Дорога наконец вырвалась из лесных объятий и выскочила на холмистый простор полей. Плешины холмов уже освободились от снега и блаженно греются и сохнут под мягким солнцем.

Деревня моя удобно приткнулась к подножию холмов, на берегу Сысолы. Лед на реке посинел, последние дни стоит.

Конечно, глаза мои в первую очередь тянутся к родному дому. Вот он чернеет на фоне снега потемневшими стенами. На крыше, с моей стороны, снег еще не стаял. Мокрый-то снег весной уплотнится и тяжело давит на крышу. Надо взять лопату и спустить снег, от греха…

Всю зиму дом наш пустой стоял. Впервые так.

На горе нет никого, хотя можно еще кататься.

А вот до войны тут уж как катались! И малые и взрослые, на санках и даже на санях, на которых сено возят. С версту летишь здесь, только ветер свистит в ушах…

Помню, мужики раз заспорили: кто скатится и с ходу поднимется на санях на взвоз сарая Пока Митита.

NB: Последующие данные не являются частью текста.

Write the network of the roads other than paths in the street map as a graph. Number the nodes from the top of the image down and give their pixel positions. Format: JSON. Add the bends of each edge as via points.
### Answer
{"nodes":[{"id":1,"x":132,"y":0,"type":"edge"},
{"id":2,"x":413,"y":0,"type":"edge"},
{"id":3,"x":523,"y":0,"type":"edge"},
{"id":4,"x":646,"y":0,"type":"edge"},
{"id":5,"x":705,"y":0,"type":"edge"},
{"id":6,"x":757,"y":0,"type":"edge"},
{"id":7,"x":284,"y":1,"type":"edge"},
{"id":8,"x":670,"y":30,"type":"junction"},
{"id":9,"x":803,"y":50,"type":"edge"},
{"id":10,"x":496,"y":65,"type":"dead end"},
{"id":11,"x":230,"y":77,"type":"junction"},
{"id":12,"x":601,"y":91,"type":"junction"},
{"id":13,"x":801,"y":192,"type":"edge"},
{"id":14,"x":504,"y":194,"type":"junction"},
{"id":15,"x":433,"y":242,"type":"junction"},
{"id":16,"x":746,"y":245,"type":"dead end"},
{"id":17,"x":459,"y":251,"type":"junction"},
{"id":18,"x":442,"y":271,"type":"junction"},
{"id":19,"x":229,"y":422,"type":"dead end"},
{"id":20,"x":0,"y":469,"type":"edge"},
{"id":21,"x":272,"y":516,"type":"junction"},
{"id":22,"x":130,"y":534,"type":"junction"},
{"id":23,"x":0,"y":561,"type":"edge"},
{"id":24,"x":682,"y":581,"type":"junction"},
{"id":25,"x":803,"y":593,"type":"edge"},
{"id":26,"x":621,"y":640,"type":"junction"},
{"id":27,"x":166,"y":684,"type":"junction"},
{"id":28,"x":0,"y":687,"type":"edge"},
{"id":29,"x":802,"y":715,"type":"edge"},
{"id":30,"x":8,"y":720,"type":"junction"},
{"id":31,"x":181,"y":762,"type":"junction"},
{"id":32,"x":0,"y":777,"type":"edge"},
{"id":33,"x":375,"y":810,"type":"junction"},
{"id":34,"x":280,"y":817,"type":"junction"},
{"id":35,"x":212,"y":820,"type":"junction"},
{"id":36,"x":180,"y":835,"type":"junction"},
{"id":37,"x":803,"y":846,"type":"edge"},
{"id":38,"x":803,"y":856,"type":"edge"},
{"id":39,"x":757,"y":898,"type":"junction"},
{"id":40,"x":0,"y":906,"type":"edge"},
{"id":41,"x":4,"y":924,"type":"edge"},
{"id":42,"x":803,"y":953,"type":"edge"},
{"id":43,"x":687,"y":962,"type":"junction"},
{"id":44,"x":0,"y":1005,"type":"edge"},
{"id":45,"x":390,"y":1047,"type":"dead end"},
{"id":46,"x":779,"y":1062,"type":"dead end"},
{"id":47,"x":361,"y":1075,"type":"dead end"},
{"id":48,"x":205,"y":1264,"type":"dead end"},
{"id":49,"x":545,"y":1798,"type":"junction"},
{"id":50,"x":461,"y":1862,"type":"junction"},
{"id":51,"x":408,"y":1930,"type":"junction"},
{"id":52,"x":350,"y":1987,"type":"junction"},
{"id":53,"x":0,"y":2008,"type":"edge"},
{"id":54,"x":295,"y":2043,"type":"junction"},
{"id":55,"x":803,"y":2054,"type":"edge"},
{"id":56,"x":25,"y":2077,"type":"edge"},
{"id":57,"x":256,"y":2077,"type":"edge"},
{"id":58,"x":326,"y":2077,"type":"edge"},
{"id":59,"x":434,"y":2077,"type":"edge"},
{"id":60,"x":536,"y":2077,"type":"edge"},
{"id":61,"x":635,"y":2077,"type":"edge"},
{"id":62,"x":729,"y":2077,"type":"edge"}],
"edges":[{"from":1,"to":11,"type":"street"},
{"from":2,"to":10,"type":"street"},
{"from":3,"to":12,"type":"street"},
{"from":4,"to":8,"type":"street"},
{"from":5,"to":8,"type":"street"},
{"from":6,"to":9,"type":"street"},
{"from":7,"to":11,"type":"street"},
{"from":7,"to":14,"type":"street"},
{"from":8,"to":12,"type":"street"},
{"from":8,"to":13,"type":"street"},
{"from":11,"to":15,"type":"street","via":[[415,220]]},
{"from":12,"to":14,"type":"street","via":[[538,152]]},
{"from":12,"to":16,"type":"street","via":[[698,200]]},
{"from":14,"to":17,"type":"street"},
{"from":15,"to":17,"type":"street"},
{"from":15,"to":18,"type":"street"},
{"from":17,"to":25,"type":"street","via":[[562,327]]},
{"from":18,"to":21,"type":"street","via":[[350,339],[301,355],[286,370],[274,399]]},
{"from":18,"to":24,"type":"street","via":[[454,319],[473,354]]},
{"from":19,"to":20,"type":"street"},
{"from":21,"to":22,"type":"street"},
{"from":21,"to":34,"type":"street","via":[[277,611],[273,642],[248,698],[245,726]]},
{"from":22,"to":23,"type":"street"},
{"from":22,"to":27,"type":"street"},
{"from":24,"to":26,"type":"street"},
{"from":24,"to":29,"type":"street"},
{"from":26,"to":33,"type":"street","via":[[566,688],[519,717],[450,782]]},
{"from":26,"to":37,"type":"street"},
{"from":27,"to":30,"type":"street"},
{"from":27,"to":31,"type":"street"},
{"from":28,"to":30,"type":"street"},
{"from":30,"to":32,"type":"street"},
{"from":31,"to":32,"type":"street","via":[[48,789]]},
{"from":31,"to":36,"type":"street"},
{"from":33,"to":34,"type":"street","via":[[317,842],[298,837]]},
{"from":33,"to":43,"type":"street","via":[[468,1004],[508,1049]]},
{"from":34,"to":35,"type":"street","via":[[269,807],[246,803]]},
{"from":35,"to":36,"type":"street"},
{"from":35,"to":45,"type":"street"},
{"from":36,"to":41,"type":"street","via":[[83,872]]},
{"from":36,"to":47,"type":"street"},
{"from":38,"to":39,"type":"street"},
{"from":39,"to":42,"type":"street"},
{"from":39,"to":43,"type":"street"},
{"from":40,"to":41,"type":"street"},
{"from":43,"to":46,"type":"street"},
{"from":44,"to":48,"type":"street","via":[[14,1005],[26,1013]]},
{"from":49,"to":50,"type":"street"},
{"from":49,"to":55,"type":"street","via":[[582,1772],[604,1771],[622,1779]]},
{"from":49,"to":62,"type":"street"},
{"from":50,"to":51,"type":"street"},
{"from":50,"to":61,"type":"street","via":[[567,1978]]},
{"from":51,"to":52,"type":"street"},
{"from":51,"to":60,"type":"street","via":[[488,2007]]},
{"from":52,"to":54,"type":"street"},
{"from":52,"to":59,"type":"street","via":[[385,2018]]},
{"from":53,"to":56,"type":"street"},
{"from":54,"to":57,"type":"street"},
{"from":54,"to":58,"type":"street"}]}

Мы с отцом помчались первые. Снежный буран сечет, я кричу что-то от страха и восторга, а отец велит крепче держаться, а сам подруливает колом от суслона. И ведь хорошо угодили мы: прямо на взвоз взметнулись. Вот веселья было…

Будет ли еще когда-нибудь?..

Старый Пока Митит, в больших подшитых валенках, заячьей шапке и древней шубе, сидит на крыльце и дремлет на припеке. Он совсем постарел, на лице скулы торчат шишками да большой нос, разрисованный синими жилками.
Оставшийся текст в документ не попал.